Modality Gap
Definition
The modality gap is the observation that in jointly trained multimodal embedding spaces (e.g., CLIP), image embeddings and text embeddings occupy distinct, non-overlapping regions of the embedding space — even after joint training intended to align them.
Images cluster in one cone of the hypersphere, text in another. The gap between these cones is the modality gap.
Why It Occurs
Two contributing factors:
- Initialization: Different encoder architectures (vision transformer vs. text transformer) start from different random initializations, pushing representations into different regions.
- Contrastive Gap: Contrastive training (InfoNCE loss) pushes matched pairs together and mismatched pairs apart, but doesn’t force both modalities to occupy the same geometric region — just to be closer to their match than to random negatives.

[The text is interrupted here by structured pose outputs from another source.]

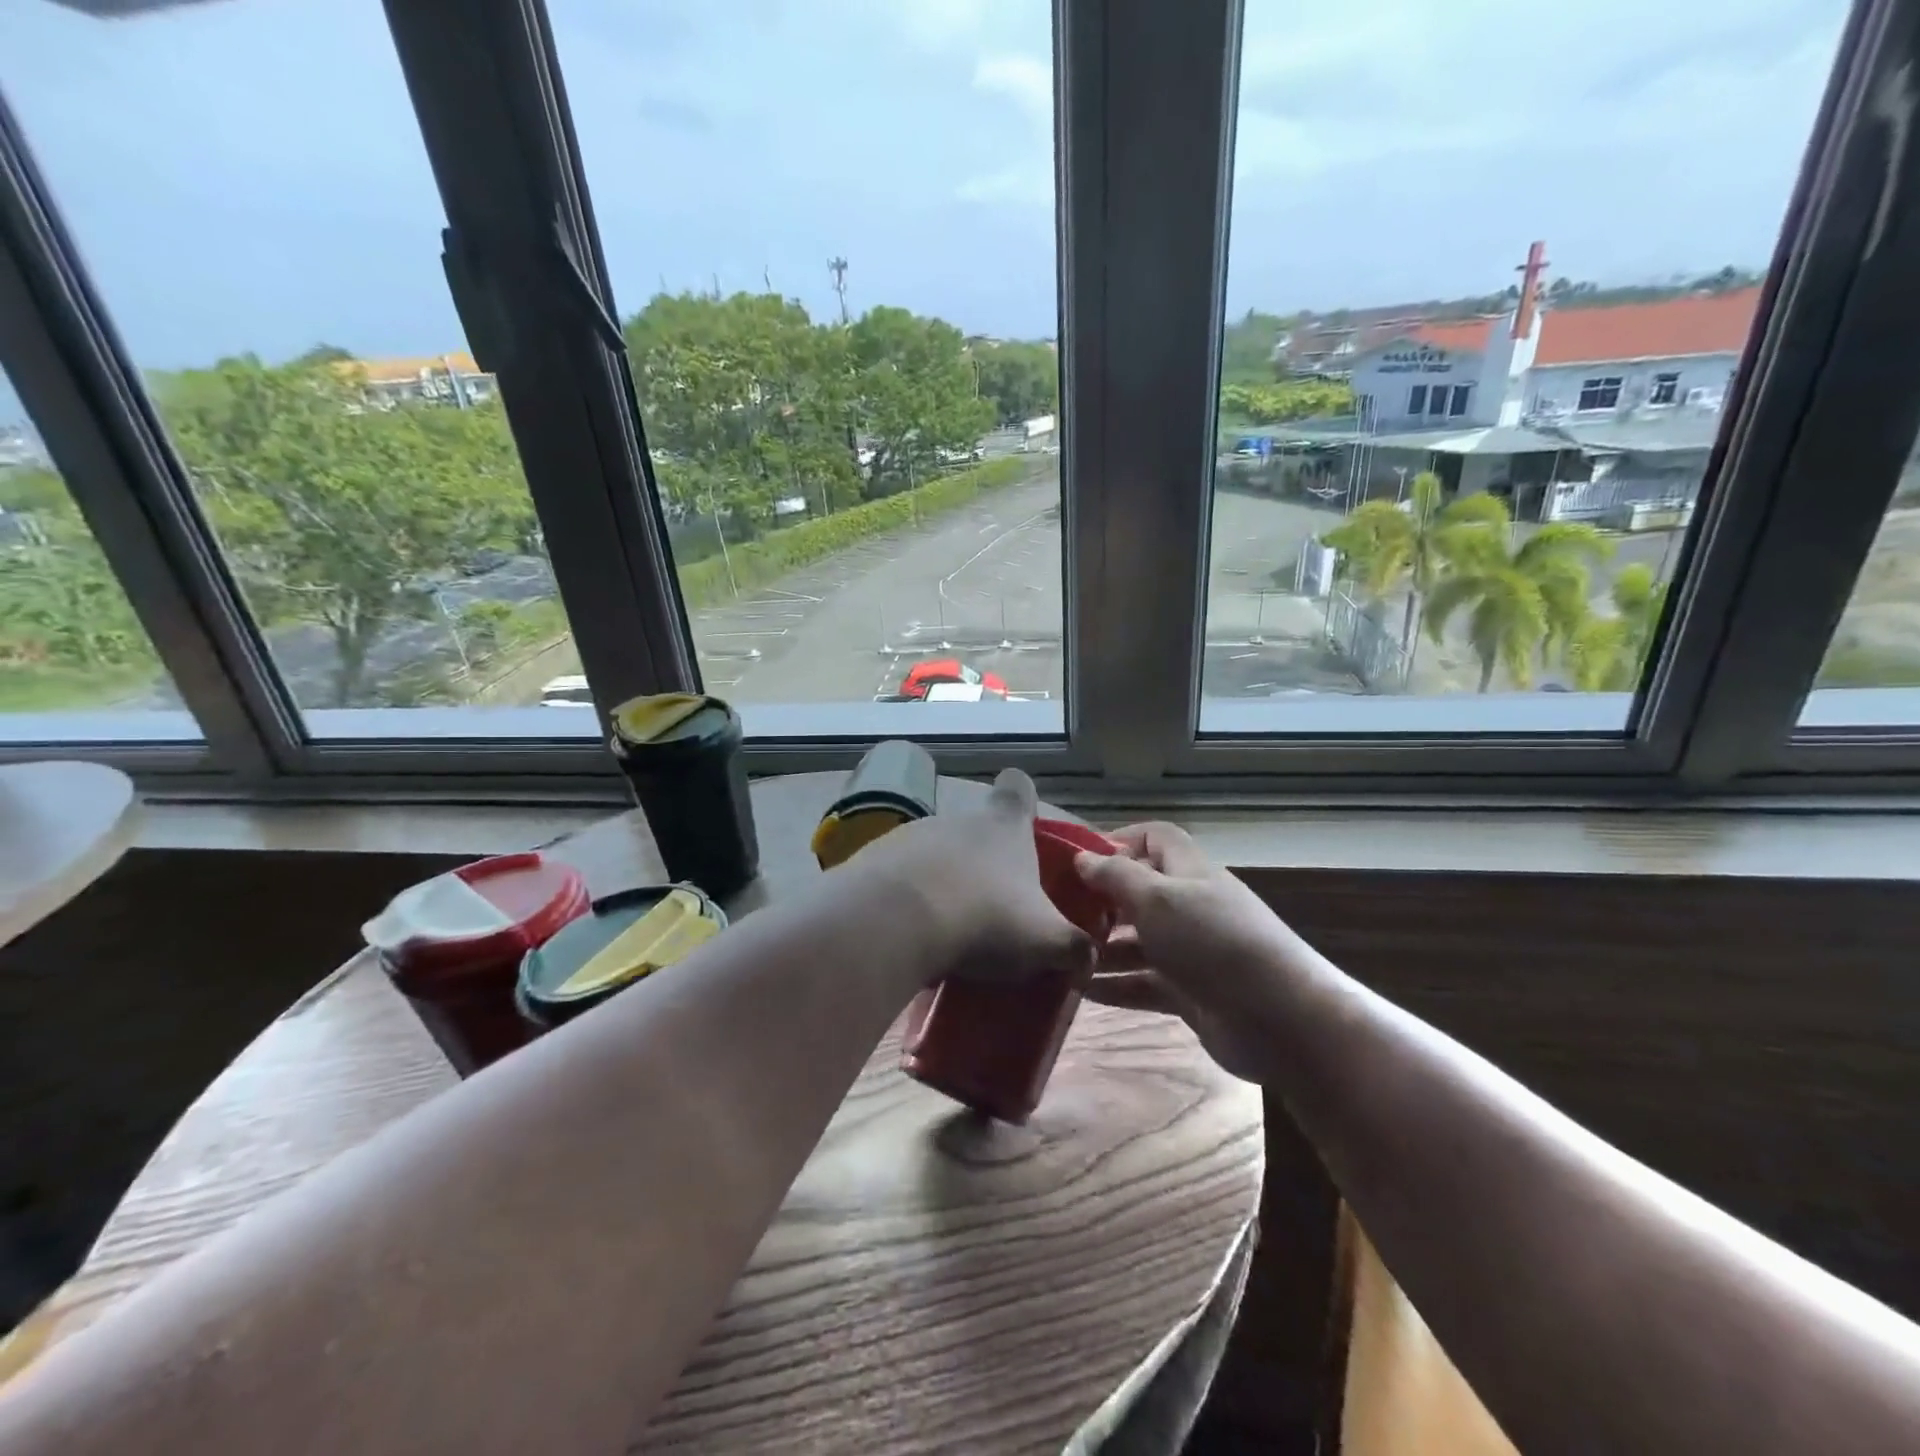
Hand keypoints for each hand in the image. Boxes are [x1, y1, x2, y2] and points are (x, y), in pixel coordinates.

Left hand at [839, 768, 1094, 987]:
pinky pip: (899, 879)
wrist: (893, 924)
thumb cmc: (983, 918)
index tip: (1025, 823)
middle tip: (994, 910)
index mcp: (1003, 826)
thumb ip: (1074, 949)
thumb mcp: (1045, 941)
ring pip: (936, 856)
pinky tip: (912, 937)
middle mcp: (957, 820)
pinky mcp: (872, 861)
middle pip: (977, 830)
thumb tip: (1087, 960)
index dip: (1023, 800)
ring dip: (944, 884)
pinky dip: (908, 901)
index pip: (1018, 788)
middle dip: (985, 864)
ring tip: (949, 932)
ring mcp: (910, 836)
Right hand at [1072, 822, 1293, 1081]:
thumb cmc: (1213, 941)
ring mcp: (1192, 952)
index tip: (1078, 860)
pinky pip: (1145, 983)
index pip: (1154, 838)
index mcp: (1189, 871)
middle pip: (1140, 892)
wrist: (1281, 1019)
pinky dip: (1116, 986)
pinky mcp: (1191, 993)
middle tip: (1058, 914)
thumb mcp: (1157, 898)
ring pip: (1138, 942)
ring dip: (1102, 948)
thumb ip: (1116, 876)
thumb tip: (1082, 857)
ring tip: (1062, 957)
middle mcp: (1191, 905)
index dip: (1118, 841)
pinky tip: (1080, 991)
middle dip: (1101, 901)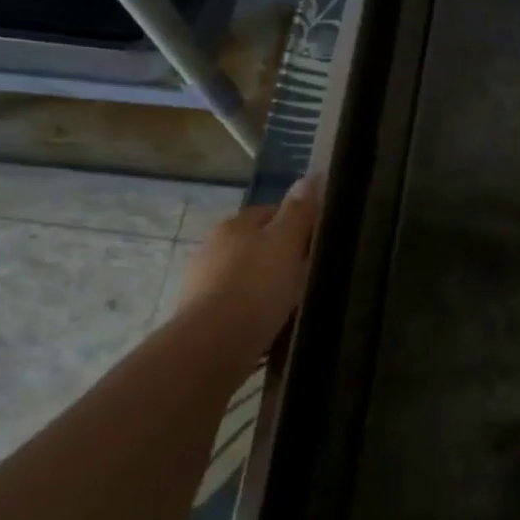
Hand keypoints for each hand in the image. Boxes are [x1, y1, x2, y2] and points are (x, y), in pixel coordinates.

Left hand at [176, 177, 318, 345]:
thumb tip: (311, 176)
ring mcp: (202, 281)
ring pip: (245, 274)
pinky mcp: (201, 313)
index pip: (270, 212)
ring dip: (265, 282)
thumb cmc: (256, 286)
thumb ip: (299, 212)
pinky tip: (270, 322)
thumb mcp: (287, 244)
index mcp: (234, 225)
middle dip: (279, 254)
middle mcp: (213, 247)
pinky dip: (253, 307)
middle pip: (256, 244)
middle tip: (309, 273)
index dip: (297, 223)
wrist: (214, 344)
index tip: (318, 241)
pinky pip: (236, 302)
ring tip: (293, 302)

Impact on Multimodal Search
In Multimodal Embeddings systems (image-text retrieval, cross-modal search):
- Cosine similarity between a text query and an image is systematically lower than same-modality similarity
- Nearest neighbor searches can be biased toward same-modality results
- Uniform thresholds for “relevant” don’t work across modalities
Mitigations
- Temperature scaling: rescale similarity scores per modality before combining
- Modality-specific normalization: normalize scores within modality before cross-modal comparison
- Fine-tuning with cross-modal negatives: explicitly train to close the gap
- Modality tokens: some models add explicit modality indicators to pull representations closer
Related Concepts
- Multimodal Embeddings — the broader context where modality gap appears
- Contrastive Gap — related phenomenon from contrastive training dynamics
- Dense Embeddings — the vector space where the gap manifests
- Vector Similarity Metrics — gap affects cosine similarity comparisons
- Embedding Fine-tuning — one way to mitigate the gap